Sono iniziati questa mattina, lunedì 4 agosto, i lavori di demolizione dell’antenna 5G a Cipressa, dopo la sentenza del Tribunale Amministrativo Regionale che ad aprile aveva annullato l’autorizzazione concessa a Iliad Italia.
Gli operai sono al lavoro in località Piani di Cipressa per rimuovere l’impianto alto 21 metri che aveva scatenato le proteste dei residenti e la battaglia legale del Comitato No Antenna
La demolizione rappresenta l’epilogo di una vicenda iniziata nel 2024, quando i cittadini si erano mobilitati contro l’installazione dell’antenna, arrivando persino a bloccare con le auto l’accesso ai mezzi di cantiere.

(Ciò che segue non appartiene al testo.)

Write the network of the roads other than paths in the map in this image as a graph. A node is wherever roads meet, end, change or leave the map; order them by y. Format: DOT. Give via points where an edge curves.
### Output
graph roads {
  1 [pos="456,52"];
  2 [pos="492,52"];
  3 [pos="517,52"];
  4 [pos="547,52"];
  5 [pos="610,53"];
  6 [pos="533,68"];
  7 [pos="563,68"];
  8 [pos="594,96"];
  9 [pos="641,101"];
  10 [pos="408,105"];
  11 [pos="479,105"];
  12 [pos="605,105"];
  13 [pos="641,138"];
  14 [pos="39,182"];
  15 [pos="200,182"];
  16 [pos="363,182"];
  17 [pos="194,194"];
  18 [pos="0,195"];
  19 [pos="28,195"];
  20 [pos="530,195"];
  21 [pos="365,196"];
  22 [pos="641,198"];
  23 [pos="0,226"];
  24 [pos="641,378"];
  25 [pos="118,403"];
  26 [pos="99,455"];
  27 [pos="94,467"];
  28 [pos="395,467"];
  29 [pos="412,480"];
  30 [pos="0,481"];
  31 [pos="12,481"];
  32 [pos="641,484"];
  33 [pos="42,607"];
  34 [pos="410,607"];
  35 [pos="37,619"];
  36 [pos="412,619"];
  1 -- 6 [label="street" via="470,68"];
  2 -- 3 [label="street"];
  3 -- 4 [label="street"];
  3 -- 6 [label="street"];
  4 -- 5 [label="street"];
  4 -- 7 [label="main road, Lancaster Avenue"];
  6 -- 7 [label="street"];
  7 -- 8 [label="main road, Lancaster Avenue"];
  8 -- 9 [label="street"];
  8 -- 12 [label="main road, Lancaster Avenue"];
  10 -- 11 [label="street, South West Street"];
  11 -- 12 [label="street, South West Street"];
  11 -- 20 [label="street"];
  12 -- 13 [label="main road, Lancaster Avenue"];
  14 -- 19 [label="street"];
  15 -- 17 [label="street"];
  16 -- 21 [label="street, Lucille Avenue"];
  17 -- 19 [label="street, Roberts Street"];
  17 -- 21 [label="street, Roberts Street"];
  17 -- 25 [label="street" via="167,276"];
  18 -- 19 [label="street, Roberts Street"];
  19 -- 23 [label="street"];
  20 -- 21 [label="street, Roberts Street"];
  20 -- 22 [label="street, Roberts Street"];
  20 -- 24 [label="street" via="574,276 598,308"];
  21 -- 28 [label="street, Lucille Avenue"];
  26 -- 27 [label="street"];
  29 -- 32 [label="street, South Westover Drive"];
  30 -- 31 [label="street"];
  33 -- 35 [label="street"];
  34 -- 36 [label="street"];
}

Il TAR aveva accolto il ricorso principalmente per violazione delle norme idrauliche: l’antenna era stata costruita nella fascia di inedificabilità assoluta del Rio dei Piani, a soli 4,23 metri dal corso d’acqua che in passato aveva già provocato alluvioni.
Grande soddisfazione per il Comitato che aveva sempre sostenuto l’incompatibilità dell’impianto con il vincolo idrogeologico della zona. L’antenna, pur costruita lo scorso settembre, non era mai stata collegata in attesa dell’esito del contezioso.